After being kicked out of Kisumu, because the hotel was booked out, we spent our first days in Nairobi with Gareth resting and a second visit to the hospital.
When G gained his strength it was time to tackle our onwards visas.
In order for us to travel North we needed to arrange visas for Ethiopia and Sudan before reaching the border crossings. These are visas that have been difficult to arrange in the past because both are in remote parts of the World that are known for bureaucracy. However, we were confident. Our mates, and other overlanders, had been through the process within the past 12 months and we knew it should take three to four days.
We had all of our paperwork in order and were planning on driving North ASAP. The information we had indicated that the Sudan visa would take 24 hours and that the Ethiopia visa could be issued the same day as application.
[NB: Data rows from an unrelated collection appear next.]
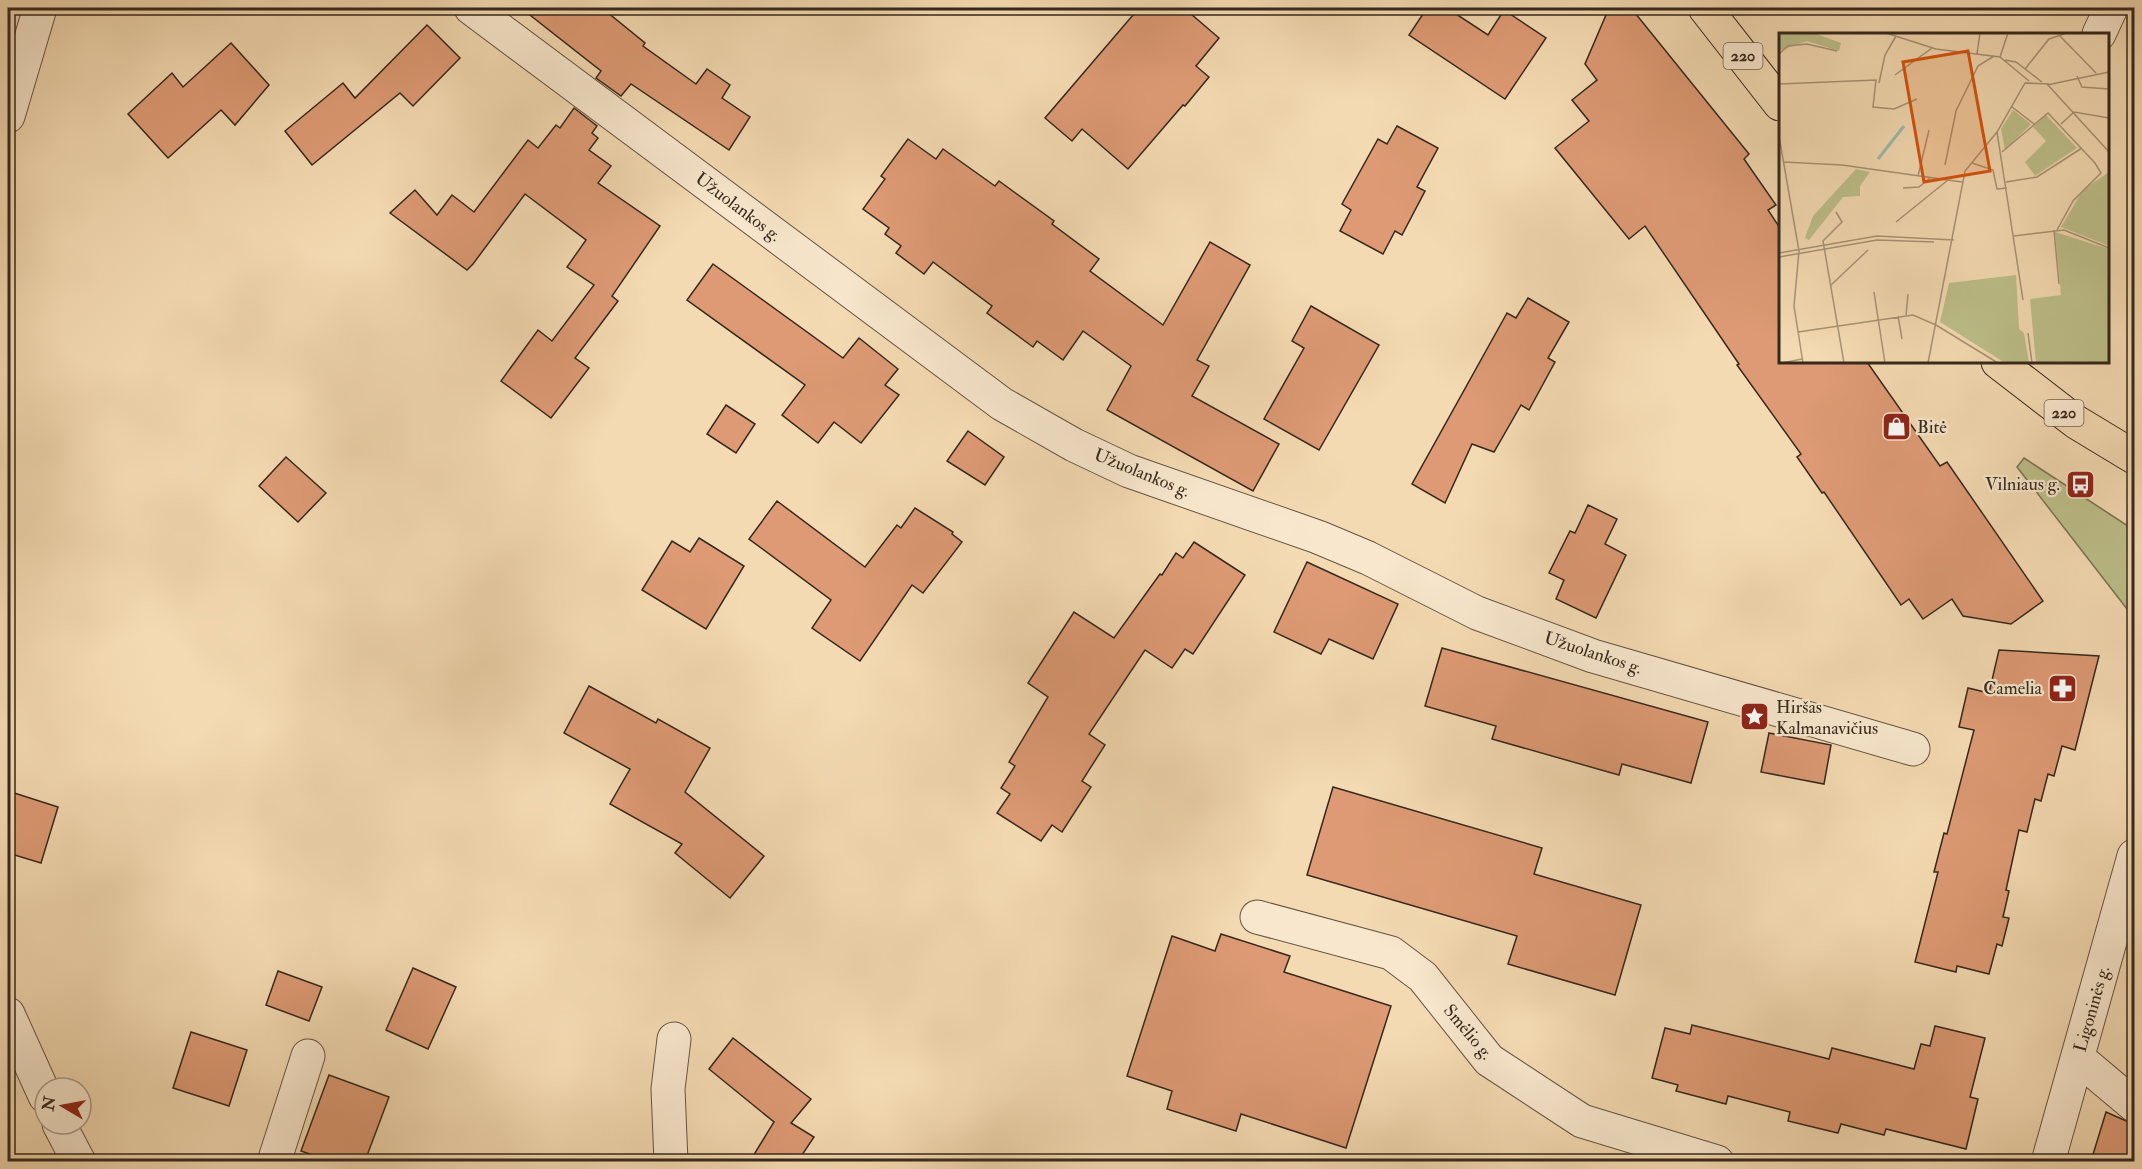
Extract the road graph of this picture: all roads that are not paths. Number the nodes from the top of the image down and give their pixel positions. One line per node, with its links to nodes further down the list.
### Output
1 (40, 8): 7 (street)
2 (471, 8): 10 (street, Užuolankos g.)
3 (1705, 8): 6 (main road, 220)
4 (2111, 8): 5 (street)
5 (2099, 33)
6 (1779, 103)
7 (8, 116)
8 (1999, 363): 9 (main road, 220)
9 (2134, 457)
10 (1913, 749)
11 (2134, 856): 16 (street, Ligoninės g.)
12 (1257, 917): 23 (street, Smėlio g.)
13 (8, 1014): 17 (street)
14 (674, 1039): 22 (street)
15 (308, 1056): 21 (street)
16 (2078, 1058): 18 (street); 24 (street, Ligoninės g.)
17 (36, 1076)
18 (2134, 1105)
19 (65, 1136): 20 (street)
20 (79, 1161)
21 (274, 1161)
22 (671, 1161)
23 (1717, 1161)
24 (2048, 1161)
With that in mind our plan was to go for the Sudan visa first, hustle to get it back as soon as possible and then apply for the Ethiopia visa. Minimising our time in a city we had already spent far too long in and one that is amongst the World’s Most Dangerous. Those plans were about to be blown out of the water. I wrote a ‘Wrap Up’ blog post at the time and it was outdated basically by the time I hit ‘Return’.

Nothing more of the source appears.